Tech can help us adapt to climate change. That’s the topic of our Marketplace Tech series “How We Survive.” But it’s not always a popular conversation in climate change circles. There’s concern that too much focus on how to adapt can take away from efforts to mitigate — to slow down warming and avoid the worst impacts.

Adaptation advocates may seem like they’re giving up on mitigation. And there’s a fear that technology to adapt will be more available to the wealthy, leaving vulnerable populations more at risk. Marketplace senior correspondent and longtime climate reporter Scott Tong has watched the adaptation versus mitigation discussion evolve. Here’s an edited transcript of his conversation with Molly Wood.

Scott Tong: When I started covering climate change about a decade ago, most of the focus was on mitigating the problem. And so if you focused on adapting to these problems, the idea was you’re perhaps taking attention away from preventing the problem in the first place.

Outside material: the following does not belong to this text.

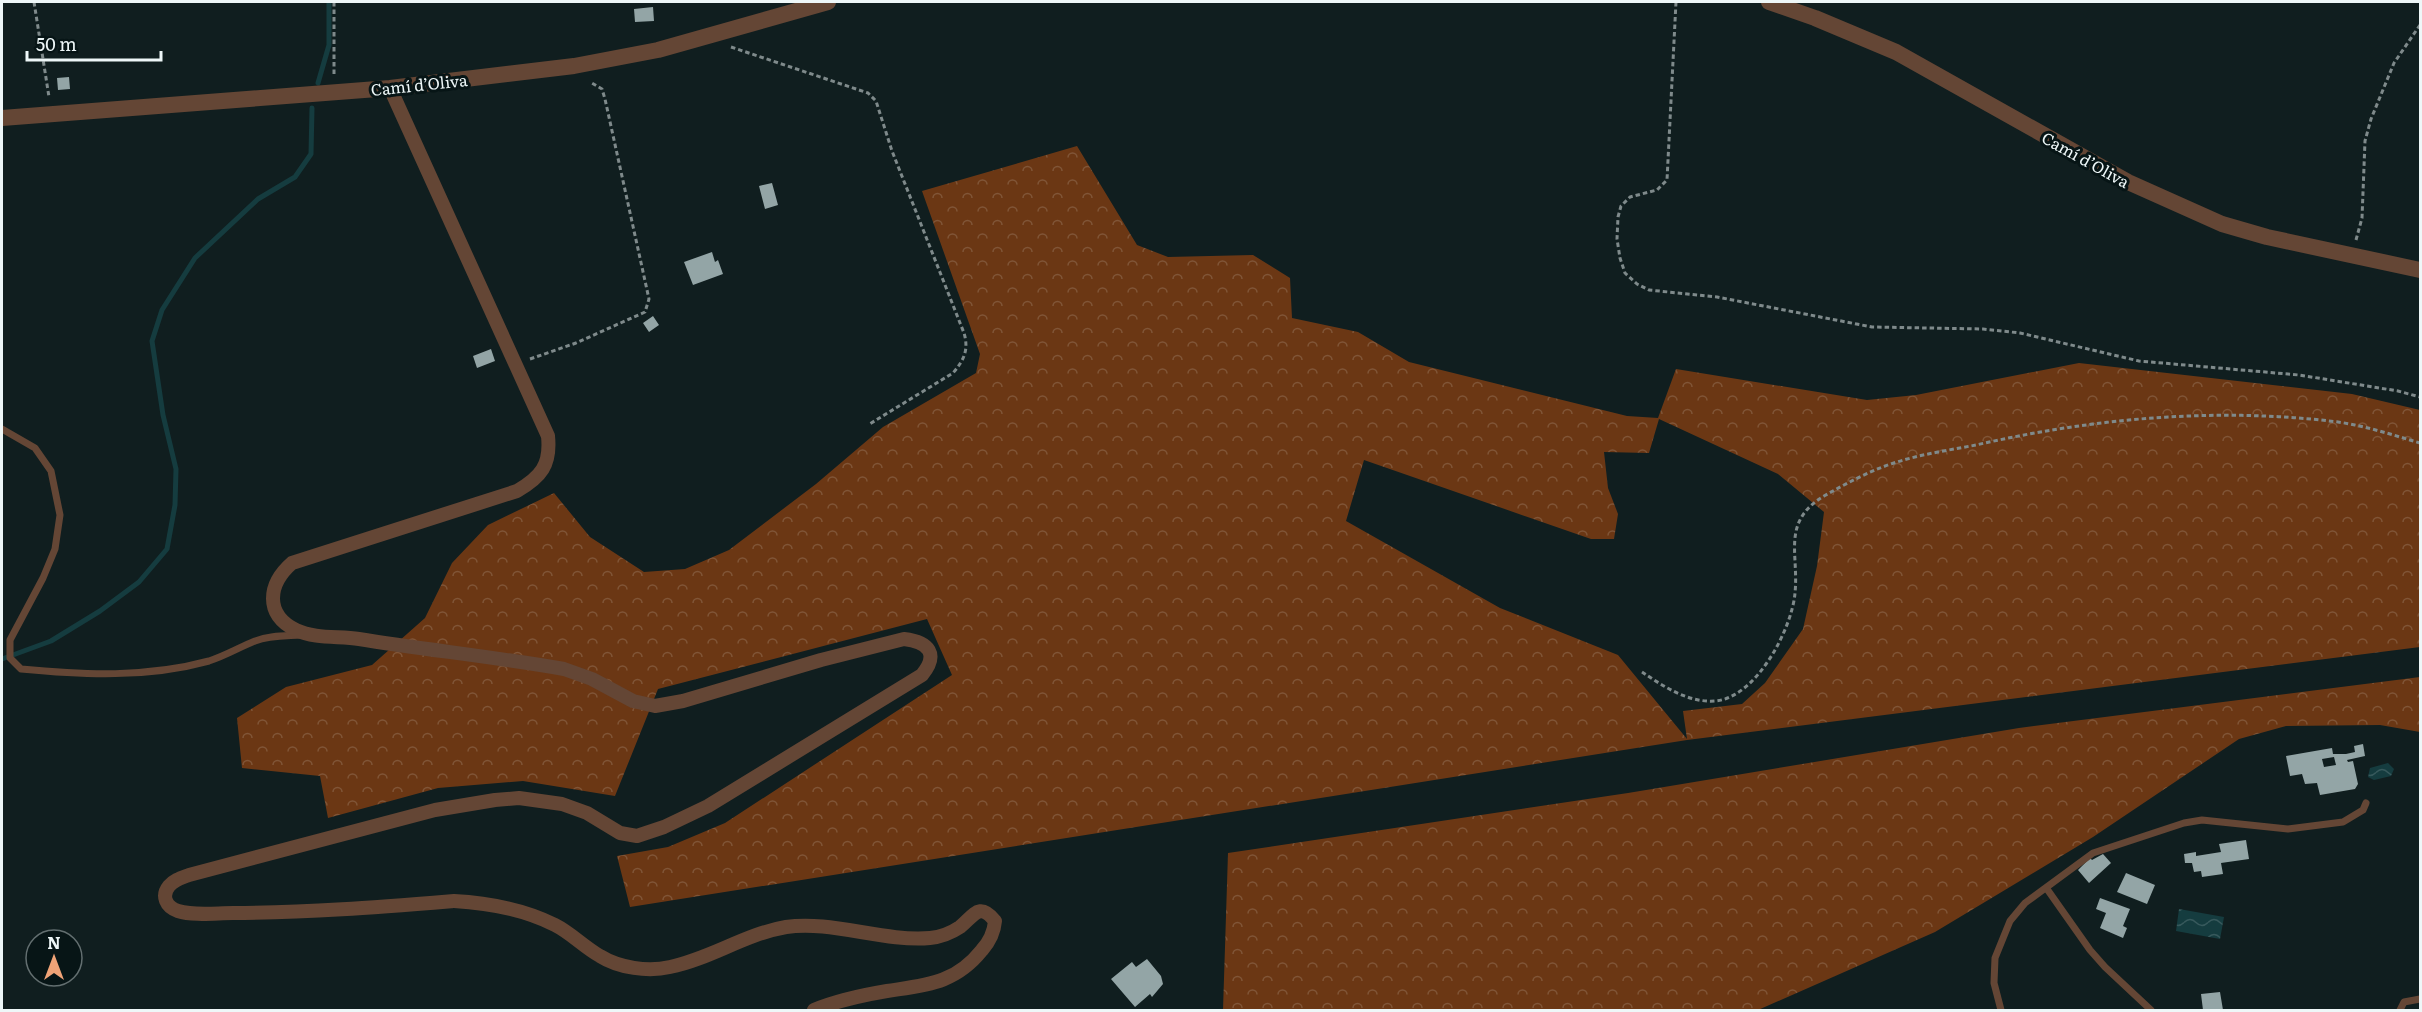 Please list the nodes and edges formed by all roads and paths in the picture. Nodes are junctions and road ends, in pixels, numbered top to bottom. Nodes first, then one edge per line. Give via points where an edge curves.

Today, climate change is far more a reality. So I think naturally the conversation about adapting is becoming less theoretical — because it’s happening.

People are dealing with rising seas, with crops that don’t produce the way they used to, and with unpredictable weather.

Molly Wood: Let’s dig into this idea of adaptation versus mitigation. Where’s the split there?

Tong: We have limited resources, and there’s not enough to go around; not enough research and funding and scale going into, say, ways for us to take all those climate emissions and put them into the ground — so-called carbon capture and storage. In some cases, the technologies are a somewhat proven. They’re certainly not scaled. And you need money for that. You perhaps need a lot of money, and we don’t know exactly what the answer is, so you can’t really pick the winner — you just need to support the area [of climate research and tech development] in general. 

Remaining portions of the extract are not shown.